Work instruction:
Reproduce all the data exactly, without pictures.

Stored data:
::::::
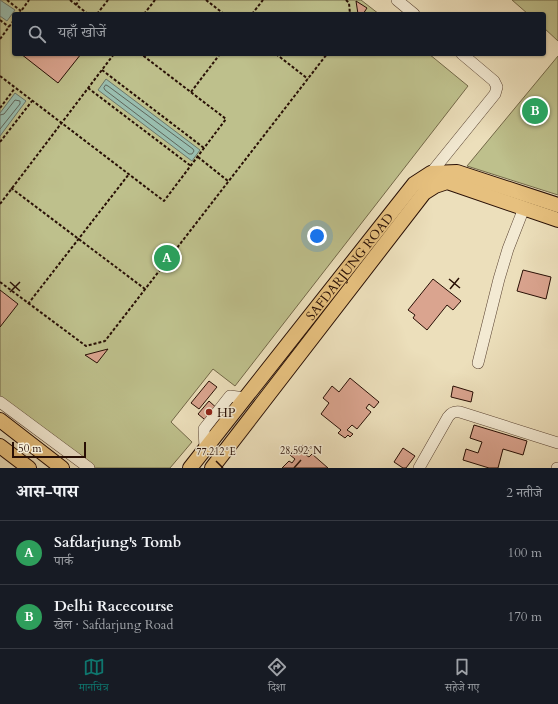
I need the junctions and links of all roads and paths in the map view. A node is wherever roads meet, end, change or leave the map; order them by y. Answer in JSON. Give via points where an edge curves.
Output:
{"nodes":[{"id":1,"x":7,"y":0,"type":"edge"},
{"id":2,"x":30,"y":0,"type":"edge"},
{"id":3,"x":70,"y":0,"type":"edge"},
{"id":4,"x":79,"y":0,"type":"edge"},
{"id":5,"x":108,"y":0,"type":"edge"},
{"id":6,"x":155,"y":0,"type":"edge"},
{"id":7,"x":206,"y":0,"type":"edge"},
{"id":8,"x":263,"y":0,"type":"edge"},
{"id":9,"x":346,"y":0,"type":"edge"},
{"id":10,"x":397,"y":0,"type":"edge"},
{"id":11,"x":76,"y":4,"type":"junction"},
{"id":12,"x":21,"y":11,"type":"joint"},
{"id":13,"x":86,"y":12,"type":"edge"},
{"id":14,"x":99,"y":12,"type":"edge"},
{"id":15,"x":146,"y":12,"type":"edge"},
{"id":16,"x":221,"y":12,"type":"edge"},
{"id":17,"x":254,"y":12,"type":"edge"},
{"id":18,"x":350,"y":12,"type":"edge"},
{"id":19,"x":412,"y":12,"type":"edge"},
{"id":20,"x":0,"y":20,"type":"edge"},
{"id":21,"x":12,"y":23,"type":"edge"},
{"id":22,"x":9,"y":27,"type":"junction"},
{"id":23,"x":0,"y":39,"type":"edge"},
{"id":24,"x":112,"y":56,"type":"edge"},
{"id":25,"x":144,"y":56,"type":"edge"},
{"id":26,"x":218,"y":56,"type":"edge"},
{"id":27,"x":279,"y":56,"type":"edge"},
{"id":28,"x":325,"y":56,"type":"edge"},
{"id":29,"x":464,"y":56,"type":"edge"},
{"id":30,"x":102,"y":70,"type":"junction"},
{"id":31,"x":0,"y":76,"type":"edge"},
{"id":32,"x":308,"y":79,"type":"junction"},
{"id":33,"x":15,"y":88,"type":"junction"},
{"id":34,"x":88,"y":88,"type":"junction"},
{"id":35,"x":191,"y":92,"type":"junction"},
{"id":36,"x":32,"y":101,"type":"junction"},
{"id":37,"x":0,"y":108,"type":"edge"},
{"id":38,"x":61,"y":123,"type":"junction"},
{"id":39,"x":0,"y":142,"type":"edge"},
{"id":40,"x":204,"y":148,"type":"junction"},
{"id":41,"x":197,"y":157,"type":"junction"},
{"id":42,"x":191,"y":166,"type":"junction"},
{"id":43,"x":431,"y":173,"type":"junction"},
{"id":44,"x":129,"y":174,"type":"junction"},
{"id":45,"x":228,"y":181,"type":"junction"},
{"id":46,"x":12,"y":188,"type":"junction"},
{"id":47,"x":424,"y":193,"type":"junction"},
{"id":48,"x":0,"y":204,"type":"edge"},
{"id":49,"x":558,"y":205,"type":"edge"},
{"id":50,"x":524,"y":208,"type":"junction"},
{"id":51,"x":558,"y":220,"type":"edge"},
{"id":52,"x":78,"y":239,"type":"junction"},
{"id":53,"x":0,"y":282,"type":"edge"},
{"id":54,"x":145,"y":289,"type":"junction"},
{"id":55,"x":28,"y":304,"type":"junction"},
{"id":56,"x":478,"y":363,"type":"dead end"},
{"id":57,"x":245,"y":398,"type":"junction"},
{"id":58,"x":0,"y":402,"type":"edge"},
{"id":59,"x":258,"y":408,"type":"junction"},
{"id":60,"x":0,"y":420,"type":"edge"},
{"id":61,"x":558,"y":443,"type":"edge"},
{"id":62,"x":0,"y":446,"type":"edge"},
{"id":63,"x":29,"y":468,"type":"edge"},
{"id":64,"x":62,"y":468,"type":"edge"},
{"id":65,"x":89,"y":468,"type":"edge"},
{"id":66,"x":190,"y":468,"type":"edge"},
{"id":67,"x":212,"y":468,"type":"edge"},
{"id":68,"x":419,"y":468,"type":"edge"}],
"edges":[{"from":1,"to":12,"type":"path"},
{"from":2,"to":12,"type":"path"},
{"from":3,"to":11,"type":"path"},
{"from":4,"to":11,"type":"path"},
{"from":5,"to":14,"type":"path"},
{"from":6,"to":15,"type":"path"},
{"from":7,"to":16,"type":"path"},
{"from":8,"to":17,"type":"path"},
{"from":9,"to":18,"type":"path"},
{"from":10,"to":19,"type":"street"},
{"from":11,"to":13,"type":"path"},
{"from":20,"to":22,"type":"path"},
{"from":21,"to":22,"type":"path"},
{"from":22,"to":23,"type":"path"},
{"from":24,"to":30,"type":"path"},
{"from":25,"to":35,"type":"path"},
{"from":26,"to":35,"type":"path"},
{"from":27,"to":32,"type":"path"},
{"from":28,"to":32,"type":"path"},
{"from":29,"to":43,"type":"street","via":[[494,81],[497,87],[495,94]]},
{"from":30,"to":34,"type":"path"},
{"from":30,"to":40,"type":"path"},
{"from":31,"to":33,"type":"path"},
{"from":32,"to":45,"type":"path"},
{"from":33,"to":36,"type":"path"},
{"from":33,"to":37,"type":"path"},
{"from":34,"to":38,"type":"path"},
{"from":34,"to":42,"type":"path"},
{"from":35,"to":40,"type":"path","via":[[226,119]]},
{"from":36,"to":38,"type":"path"},
{"from":36,"to":39,"type":"path"},
{"from":38,"to":44,"type":"path"},
{"from":38,"to":46,"type":"path"},
{"from":40,"to":41,"type":"path"},
{"from":41,"to":42,"type":"path"},
{"from":41,"to":45,"type":"path"},
{"from":42,"to":44,"type":"path","via":[[164,201]]},
{"from":43,"to":47,"type":"street"},
{"from":43,"to":49,"type":"main road","via":[[457,172]]},
{"from":43,"to":57,"type":"main road","name":"SAFDARJUNG ROAD","via":[[414,184]]},
{"from":44,"to":52,"type":"path"},
{"from":45,"to":54,"type":"path"},
{"from":46,"to":48,"type":"path"},
{"from":46,"to":52,"type":"path"},
{"from":47,"to":50,"type":"main road","name":"SAFDARJUNG ROAD","via":[[447,182]]},
{"from":47,"to":59,"type":"main road","name":"SAFDARJUNG ROAD"},
{"from":50,"to":51,"type":"main road","name":"SAFDARJUNG ROAD"},
{"from":50,"to":56,"type":"street","via":[[499,279]]},
{"from":52,"to":54,"type":"path"},
{"from":52,"to":55,"type":"path"},
{"from":53,"to":55,"type":"path"},
{"from":54,"to":55,"type":"path","via":[[105,342],[86,346]]},
{"from":57,"to":59,"type":"main road"},
{"from":57,"to":66,"type":"main road","name":"SAFDARJUNG ROAD"},
{"from":58,"to":65,"type":"street"},
{"from":59,"to":67,"type":"main road","name":"SAFDARJUNG ROAD"},
{"from":60,"to":64,"type":"main road"},
{"from":61,"to":68,"type":"street","via":[[455,411],[448,417]]},
{"from":62,"to":63,"type":"main road"}]}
::::::
Answer for the task:
I need the junctions and links of all roads and paths in the map view. A node is wherever roads meet, end, change or leave the map; order them by y. Answer in JSON. Give via points where an edge curves.
Output:
{"nodes":[{"id":1,"x":7,"y":0,"type":"edge"},
{"id":2,"x":30,"y":0,"type":"edge"},
{"id":3,"x":70,"y":0,"type":"edge"},
{"id":4,"x":79,"y":0,"type":"edge"},
{"id":5,"x":108,"y":0,"type":"edge"},
{"id":6,"x":155,"y":0,"type":"edge"},
{"id":7,"x":206,"y":0,"type":"edge"},
{"id":8,"x":263,"y":0,"type":"edge"},
{"id":9,"x":346,"y":0,"type":"edge"},
{"id":10,"x":397,"y":0,"type":"edge"},
{"id":11,"x":76,"y":4,"type":"junction"},
{"id":12,"x":21,"y":11,"type":"joint"},
{"id":13,"x":86,"y":12,"type":"edge"},
{"id":14,"x":99,"y":12,"type":"edge"},
{"id":15,"x":146,"y":12,"type":"edge"},
{"id":16,"x":221,"y":12,"type":"edge"},
{"id":17,"x":254,"y":12,"type":"edge"},
{"id":18,"x":350,"y":12,"type":"edge"},
{"id":19,"x":412,"y":12,"type":"edge"},
{"id":20,"x":0,"y":20,"type":"edge"},
{"id":21,"x":12,"y":23,"type":"edge"},
{"id":22,"x":9,"y":27,"type":"junction"},
{"id":23,"x":0,"y":39,"type":"edge"},
{"id":24,"x":112,"y":56,"type":"edge"},
{"id":25,"x":144,"y":56,"type":"edge"},
{"id":26,"x":218,"y":56,"type":"edge"},
{"id":27,"x":279,"y":56,"type":"edge"},
{"id":28,"x":325,"y":56,"type":"edge"},
{"id":29,"x":464,"y":56,"type":"edge"},
{"id":30,"x":102,"y":70,"type":"junction"},
{"id":31,"x":0,"y":76,"type":"edge"},
{"id":32,"x":308,"y":79,"type":"junction"},
{"id":33,"x":15,"y":88,"type":"junction"},
{"id":34,"x":88,"y":88,"type":"junction"},
{"id":35,"x":191,"y":92,"type":"junction"},
{"id":36,"x":32,"y":101,"type":"junction"},
{"id":37,"x":0,"y":108,"type":"edge"},
{"id":38,"x":61,"y":123,"type":"junction"},
{"id":39,"x":0,"y":142,"type":"edge"},
{"id":40,"x":204,"y":148,"type":"junction"},
{"id":41,"x":197,"y":157,"type":"junction"},
{"id":42,"x":191,"y":166,"type":"junction"},
{"id":43,"x":431,"y":173,"type":"junction"},
{"id":44,"x":129,"y":174,"type":"junction"},
{"id":45,"x":228,"y":181,"type":"junction"},
{"id":46,"x":12,"y":188,"type":"junction"},
{"id":47,"x":424,"y":193,"type":"junction"},
{"id":48,"x":0,"y":204,"type":"edge"},
{"id":49,"x":558,"y":205,"type":"edge"},
{"id":50,"x":524,"y":208,"type":"junction"},
{"id":51,"x":558,"y":220,"type":"edge"},
{"id":52,"x":78,"y":239,"type":"junction"},
{"id":53,"x":0,"y":282,"type":"edge"},
{"id":54,"x":145,"y":289,"type":"junction"},
{"id":55,"x":28,"y":304,"type":"junction"},
{"id":56,"x":478,"y":363,"type":"dead end"},
{"id":57,"x":245,"y":398,"type":"junction"},
{"id":58,"x":0,"y":402,"type":"edge"},
{"id":59,"x":258,"y":408,"type":"junction"},
{"id":60,"x":0,"y":420,"type":"edge"},
{"id":61,"x":558,"y":443,"type":"edge"},
{"id":62,"x":0,"y":446,"type":"edge"},
{"id":63,"x":29,"y":468,"type":"edge"},
{"id":64,"x":62,"y":468,"type":"edge"},
{"id":65,"x":89,"y":468,"type":"edge"},
{"id":66,"x":190,"y":468,"type":"edge"},
{"id":67,"x":212,"y":468,"type":"edge"},
{"id":68,"x":419,"y":468,"type":"edge"}],
"edges":[{"from":1,"to":12,"type":"path"},
{"from":2,"to":12,"type":"path"},
{"from":3,"to":11,"type":"path"},
{"from":4,"to":11,"type":"path"},
{"from":5,"to":14,"type":"path"},
{"from":6,"to":15,"type":"path"},
{"from":7,"to":16,"type":"path"},
{"from":8,"to":17,"type":"path"},
{"from":9,"to":18,"type":"path"},
{"from":10,"to":19,"type":"street"},
{"from":11,"to":13,"type":"path"},
{"from":20,"to":22,"type":"path"},
{"from":21,"to":22,"type":"path"},
{"from":22,"to":23,"type":"path"},
{"from":24,"to":30,"type":"path"},
{"from":25,"to":35,"type":"path"},
{"from":26,"to":35,"type":"path"},
{"from":27,"to":32,"type":"path"},
{"from":28,"to":32,"type":"path"},
{"from":29,"to":43,"type":"street","via":[[494,81],[497,87],[495,94]]},
{"from":30,"to":34,"type":"path"},
{"from":30,"to":40,"type":"path"},
{"from":31,"to":33,"type":"path"},
{"from":32,"to":45,"type":"path"},
{"from":33,"to":36,"type":"path"},
{"from":33,"to":37,"type":"path"},
{"from":34,"to":38,"type":"path"},
{"from":34,"to":42,"type":"path"},
{"from":35,"to":40,"type":"path","via":[[226,119]]},
{"from":36,"to":38,"type":"path"},
{"from":36,"to":39,"type":"path"},
{"from":38,"to":44,"type":"path"},
{"from":38,"to":46,"type":"path"},
{"from":40,"to":41,"type":"path"},
{"from":41,"to":42,"type":"path"},
{"from":41,"to":45,"type":"path"},
{"from":42,"to":44,"type":"path","via":[[164,201]]},
{"from":43,"to":47,"type":"street"},
{"from":43,"to":49,"type":"main road","via":[[457,172]]},
{"from":43,"to":57,"type":"main road","name":"SAFDARJUNG ROAD","via":[[414,184]]},
{"from":44,"to":52,"type":"path"},
{"from":45,"to":54,"type":"path"},
{"from":46,"to":48,"type":"path"},
{"from":46,"to":52,"type":"path"},
{"from":47,"to":50,"type":"main road","name":"SAFDARJUNG ROAD","via":[[447,182]]},
{"from":47,"to":59,"type":"main road","name":"SAFDARJUNG ROAD"},
{"from":50,"to":51,"type":"main road","name":"SAFDARJUNG ROAD"},
{"from":50,"to":56,"type":"street","via":[[499,279]]},
{"from":52,"to":54,"type":"path"},
{"from":52,"to":55,"type":"path"},
{"from":53,"to":55,"type":"path"},
{"from":54,"to":55,"type":"path","via":[[105,342],[86,346]]},
{"from":57,"to":59,"type":"main road"},
{"from":57,"to":66,"type":"main road","name":"SAFDARJUNG ROAD"},
{"from":58,"to":65,"type":"street"},
{"from":59,"to":67,"type":"main road","name":"SAFDARJUNG ROAD"},
{"from":60,"to":64,"type":"main road"},
{"from":61,"to":68,"type":"street","via":[[455,411],[448,417]]},
{"from":62,"to":63,"type":"main road"}]}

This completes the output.